Fears Of An Oil Price Crash On A Russia-Ukraine Ceasefire Overdone

U.S. President Donald Trump has, over the past couple of weeks, renewed efforts to broker a peace deal between Russia and Ukraine, going as far as proposing the swapping of territories between the two countries. Unlike the situation during the first meeting between Trump and Russia’s President Vladimir Putin earlier in the year, Trump has adopted a far less conciliatory tone ahead of their second meeting in Alaska on August 15th, warning that Russia will face “very severe consequences” unless Putin agrees to end the war in Ukraine. However, the White House says it expects the Anchorage summit to be a “listening exercise,” downplaying the odds of a peace deal being reached.
Still, the potential of a return of more Russian energy commodities to the markets has depressed oil and gas prices amid expectations that a breakthrough in the negotiations could see sanctions on Russian exports lifted. Brent crude has pulled back from a 2-month high of $72.47 per barrel recorded two weeks ago to $66.72 per barrel in Thursday’s intraday session, while WTI crude has declined from $70.00 per barrel to $63.81. However, commodity analysts at Standard Chartered have pointed out that fears that oil prices will crash if Trump manages to negotiate a truce with Putin are overdone. First off, StanChart says that Russia has been producing unsustainably at its maximum capacity with long-term consequences for its reservoirs. The country’s oil production averaged 9.01 million barrels per day (mb/d) in H1-2025, about 610,000 b/d lower than the 2021 annual average before the invasion of Ukraine. A lifting of export sanctions will mean a return of Western service companies and Russia being able to access quality replacement parts; however, Russia just doesn’t have a lot of spare production capacity to flood the oil markets.
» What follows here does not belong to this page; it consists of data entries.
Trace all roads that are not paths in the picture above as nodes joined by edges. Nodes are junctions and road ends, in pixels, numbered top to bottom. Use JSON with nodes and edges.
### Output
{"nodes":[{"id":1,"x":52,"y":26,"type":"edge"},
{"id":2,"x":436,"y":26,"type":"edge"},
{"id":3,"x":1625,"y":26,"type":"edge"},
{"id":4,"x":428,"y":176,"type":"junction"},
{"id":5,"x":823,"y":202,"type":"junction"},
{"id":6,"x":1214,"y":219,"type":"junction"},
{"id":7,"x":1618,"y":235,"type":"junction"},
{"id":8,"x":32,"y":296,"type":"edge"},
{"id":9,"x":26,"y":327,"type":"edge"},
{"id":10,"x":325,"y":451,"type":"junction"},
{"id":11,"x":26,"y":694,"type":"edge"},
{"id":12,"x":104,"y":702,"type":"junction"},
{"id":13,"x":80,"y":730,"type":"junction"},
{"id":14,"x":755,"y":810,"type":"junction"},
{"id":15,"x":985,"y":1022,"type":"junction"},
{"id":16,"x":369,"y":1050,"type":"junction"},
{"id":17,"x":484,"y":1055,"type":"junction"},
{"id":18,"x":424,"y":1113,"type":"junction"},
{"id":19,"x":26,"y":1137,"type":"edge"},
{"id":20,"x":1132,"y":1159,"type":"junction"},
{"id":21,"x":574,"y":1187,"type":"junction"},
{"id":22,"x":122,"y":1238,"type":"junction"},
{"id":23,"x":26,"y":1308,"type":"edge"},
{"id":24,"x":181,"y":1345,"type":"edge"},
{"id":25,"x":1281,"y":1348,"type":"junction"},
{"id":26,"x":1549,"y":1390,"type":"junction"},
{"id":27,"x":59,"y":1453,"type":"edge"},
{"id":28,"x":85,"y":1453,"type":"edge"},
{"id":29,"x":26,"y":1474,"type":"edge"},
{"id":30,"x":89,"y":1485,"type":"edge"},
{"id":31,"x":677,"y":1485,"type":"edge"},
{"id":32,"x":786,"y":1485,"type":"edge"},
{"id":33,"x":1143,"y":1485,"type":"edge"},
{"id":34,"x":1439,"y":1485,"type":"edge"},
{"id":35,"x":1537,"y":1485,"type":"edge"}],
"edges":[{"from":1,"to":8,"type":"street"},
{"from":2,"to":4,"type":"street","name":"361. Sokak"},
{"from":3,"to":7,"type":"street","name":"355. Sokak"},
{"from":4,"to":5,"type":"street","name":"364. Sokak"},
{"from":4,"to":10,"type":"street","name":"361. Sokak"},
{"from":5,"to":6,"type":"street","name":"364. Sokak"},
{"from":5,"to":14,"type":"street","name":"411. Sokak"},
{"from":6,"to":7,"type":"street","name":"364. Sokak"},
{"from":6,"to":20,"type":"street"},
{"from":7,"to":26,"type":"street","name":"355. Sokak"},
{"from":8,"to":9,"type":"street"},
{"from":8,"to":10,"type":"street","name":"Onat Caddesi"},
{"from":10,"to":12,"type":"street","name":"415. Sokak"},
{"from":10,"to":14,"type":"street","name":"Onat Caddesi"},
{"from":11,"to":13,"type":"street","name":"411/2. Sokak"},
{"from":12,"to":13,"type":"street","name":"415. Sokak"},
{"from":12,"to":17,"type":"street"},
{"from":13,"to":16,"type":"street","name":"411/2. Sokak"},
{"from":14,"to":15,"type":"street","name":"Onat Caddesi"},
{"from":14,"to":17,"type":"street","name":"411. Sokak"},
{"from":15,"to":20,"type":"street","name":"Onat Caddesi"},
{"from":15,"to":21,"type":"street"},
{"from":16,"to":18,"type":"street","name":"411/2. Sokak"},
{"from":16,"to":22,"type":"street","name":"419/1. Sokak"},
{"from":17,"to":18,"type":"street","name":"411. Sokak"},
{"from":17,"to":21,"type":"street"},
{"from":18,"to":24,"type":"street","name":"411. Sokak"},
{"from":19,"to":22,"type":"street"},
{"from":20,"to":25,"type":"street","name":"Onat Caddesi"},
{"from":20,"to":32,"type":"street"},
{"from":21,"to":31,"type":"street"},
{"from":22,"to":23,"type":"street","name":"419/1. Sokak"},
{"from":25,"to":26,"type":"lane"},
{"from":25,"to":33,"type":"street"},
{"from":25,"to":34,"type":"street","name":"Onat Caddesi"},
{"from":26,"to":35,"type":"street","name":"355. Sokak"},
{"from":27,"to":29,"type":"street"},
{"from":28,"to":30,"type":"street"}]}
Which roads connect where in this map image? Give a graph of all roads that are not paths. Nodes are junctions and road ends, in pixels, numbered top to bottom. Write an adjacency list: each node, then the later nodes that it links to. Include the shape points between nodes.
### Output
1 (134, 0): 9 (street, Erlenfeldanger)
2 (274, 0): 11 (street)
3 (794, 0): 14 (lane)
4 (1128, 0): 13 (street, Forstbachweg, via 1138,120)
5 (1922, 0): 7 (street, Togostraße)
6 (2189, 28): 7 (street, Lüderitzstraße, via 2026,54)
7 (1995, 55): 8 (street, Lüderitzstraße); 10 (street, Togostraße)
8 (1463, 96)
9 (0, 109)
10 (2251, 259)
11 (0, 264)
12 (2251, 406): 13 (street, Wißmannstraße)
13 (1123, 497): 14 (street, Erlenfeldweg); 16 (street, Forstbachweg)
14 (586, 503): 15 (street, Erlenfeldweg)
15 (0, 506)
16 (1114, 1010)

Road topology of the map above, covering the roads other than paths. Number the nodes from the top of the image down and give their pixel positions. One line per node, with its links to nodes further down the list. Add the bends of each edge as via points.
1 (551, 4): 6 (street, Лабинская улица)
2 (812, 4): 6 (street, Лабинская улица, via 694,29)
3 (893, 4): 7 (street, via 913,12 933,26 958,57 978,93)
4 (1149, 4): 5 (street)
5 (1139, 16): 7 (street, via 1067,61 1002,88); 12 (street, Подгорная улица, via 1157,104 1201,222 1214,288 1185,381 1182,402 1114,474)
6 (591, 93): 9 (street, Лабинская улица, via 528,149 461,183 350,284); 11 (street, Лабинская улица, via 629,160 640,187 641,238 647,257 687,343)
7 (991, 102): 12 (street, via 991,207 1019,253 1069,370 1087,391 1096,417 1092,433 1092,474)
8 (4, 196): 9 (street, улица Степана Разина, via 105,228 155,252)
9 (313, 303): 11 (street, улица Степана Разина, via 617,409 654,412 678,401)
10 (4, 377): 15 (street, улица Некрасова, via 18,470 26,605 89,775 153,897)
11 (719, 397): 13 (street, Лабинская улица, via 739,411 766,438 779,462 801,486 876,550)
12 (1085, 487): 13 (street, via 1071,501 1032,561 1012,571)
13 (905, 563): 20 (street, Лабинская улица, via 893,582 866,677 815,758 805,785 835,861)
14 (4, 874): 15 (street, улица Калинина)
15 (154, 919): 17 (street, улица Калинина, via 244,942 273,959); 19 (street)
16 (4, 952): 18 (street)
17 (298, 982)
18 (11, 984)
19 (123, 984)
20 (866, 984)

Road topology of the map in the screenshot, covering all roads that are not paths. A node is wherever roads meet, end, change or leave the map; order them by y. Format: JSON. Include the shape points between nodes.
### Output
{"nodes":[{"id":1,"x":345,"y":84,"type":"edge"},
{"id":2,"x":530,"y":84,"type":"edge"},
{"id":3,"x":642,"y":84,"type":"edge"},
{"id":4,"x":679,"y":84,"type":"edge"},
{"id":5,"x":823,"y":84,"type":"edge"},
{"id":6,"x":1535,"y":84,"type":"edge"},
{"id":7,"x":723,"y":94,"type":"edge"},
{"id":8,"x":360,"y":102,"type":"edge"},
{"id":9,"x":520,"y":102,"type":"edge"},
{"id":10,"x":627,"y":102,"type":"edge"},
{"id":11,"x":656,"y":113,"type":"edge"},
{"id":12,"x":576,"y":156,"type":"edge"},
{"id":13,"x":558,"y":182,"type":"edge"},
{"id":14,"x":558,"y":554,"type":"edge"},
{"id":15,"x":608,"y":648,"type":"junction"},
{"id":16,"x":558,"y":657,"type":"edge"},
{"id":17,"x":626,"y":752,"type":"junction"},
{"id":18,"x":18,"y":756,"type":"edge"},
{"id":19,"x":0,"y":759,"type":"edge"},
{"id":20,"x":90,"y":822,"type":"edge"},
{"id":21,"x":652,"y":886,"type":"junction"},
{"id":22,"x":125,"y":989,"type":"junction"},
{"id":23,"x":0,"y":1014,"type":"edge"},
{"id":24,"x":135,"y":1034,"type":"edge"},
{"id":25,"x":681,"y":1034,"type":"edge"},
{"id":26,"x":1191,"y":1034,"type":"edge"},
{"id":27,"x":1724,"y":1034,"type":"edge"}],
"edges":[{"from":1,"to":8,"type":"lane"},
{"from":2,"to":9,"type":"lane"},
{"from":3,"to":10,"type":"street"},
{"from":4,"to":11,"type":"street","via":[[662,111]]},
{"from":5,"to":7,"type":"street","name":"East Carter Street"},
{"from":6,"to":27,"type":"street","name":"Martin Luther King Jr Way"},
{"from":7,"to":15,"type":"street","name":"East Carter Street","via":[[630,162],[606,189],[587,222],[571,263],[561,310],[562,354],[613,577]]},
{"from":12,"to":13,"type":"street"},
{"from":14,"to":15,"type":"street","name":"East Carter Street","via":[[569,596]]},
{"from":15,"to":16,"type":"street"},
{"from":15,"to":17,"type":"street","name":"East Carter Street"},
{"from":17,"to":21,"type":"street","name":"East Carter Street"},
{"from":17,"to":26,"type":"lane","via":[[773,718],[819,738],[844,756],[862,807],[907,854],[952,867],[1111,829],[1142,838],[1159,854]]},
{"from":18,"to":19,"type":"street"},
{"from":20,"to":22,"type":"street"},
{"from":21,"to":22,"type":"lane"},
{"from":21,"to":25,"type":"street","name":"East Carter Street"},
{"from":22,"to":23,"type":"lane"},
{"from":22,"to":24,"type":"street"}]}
Second, Russia might demand the removal of the oil price cap by Western nations as part of the peace deal. However, the analysts have pointed out that the removal of the price cap would eliminate the price advantage for India and China to take Russian crude, currently the biggest buyers of discounted Russian oil. StanChart points out that India has been an opportunistic purchaser of cheaper Russian crude, and could revert to its previous import volumes with dire consequences for Russia. Previously, we reported that India imported goods worth $65.7 billion from Russia in 2024, a sharp rise from $8.25 billion in 2021. India’s imports of Russian crude have increased more than 20-fold since the war began, jumping to $52.2 billion in 2024 from just $2.31 billion four years ago. Given the additional efforts Russia has undertaken to evade export sanctions, StanChart has predicted that we are unlikely to see a large increase in Russian supply to the global markets in the near term. JP Morgan echoes StanChart’s view, saying that Russia has limited scope to expand its shadow fleet of tankers used to transport its crude.
Finally, Russia might not dramatically increase its crude exports for the simple reason that there might not be a ready market for the commodity. After all, Europe has successfully cut its dependency on Russian oil and gas over the past three years, and the continent is highly unlikely to put itself in such a vulnerable position again, especially after Moscow revealed its willingness to weaponize its energy commodities. In the final analysis, StanChart says that although the market might react to positive ceasefire news by selling off in the near term, this would be sentiment- rather than fundamentally-driven, and any price-dip on headlines would likely be short-lived.
When it comes to natural gas, StanChart notes that market expectations of higher Russian flows have been a key factor capping European gas prices in recent times. European natural gas futures have declined to a 2-week low of €32.5/MWh amid robust supply and easing geopolitical risk. While a ceasefire agreement and the associated removal of sanctions by the U..S and EU could potentially allow more Russian gas into Europe, StanChart expects appetite for Russian gas to be limited given the past weaponization of flows. The commodity experts say that a more likely development would be the return of small flows via Ukraine into Hungary and Slovakia. Finally, StanChart says that it’s highly unlikely that the Trump administration would agree to a deal that would disrupt its own LNG sector, with U.S. LNG having largely replaced Russian pipeline gas to Europe.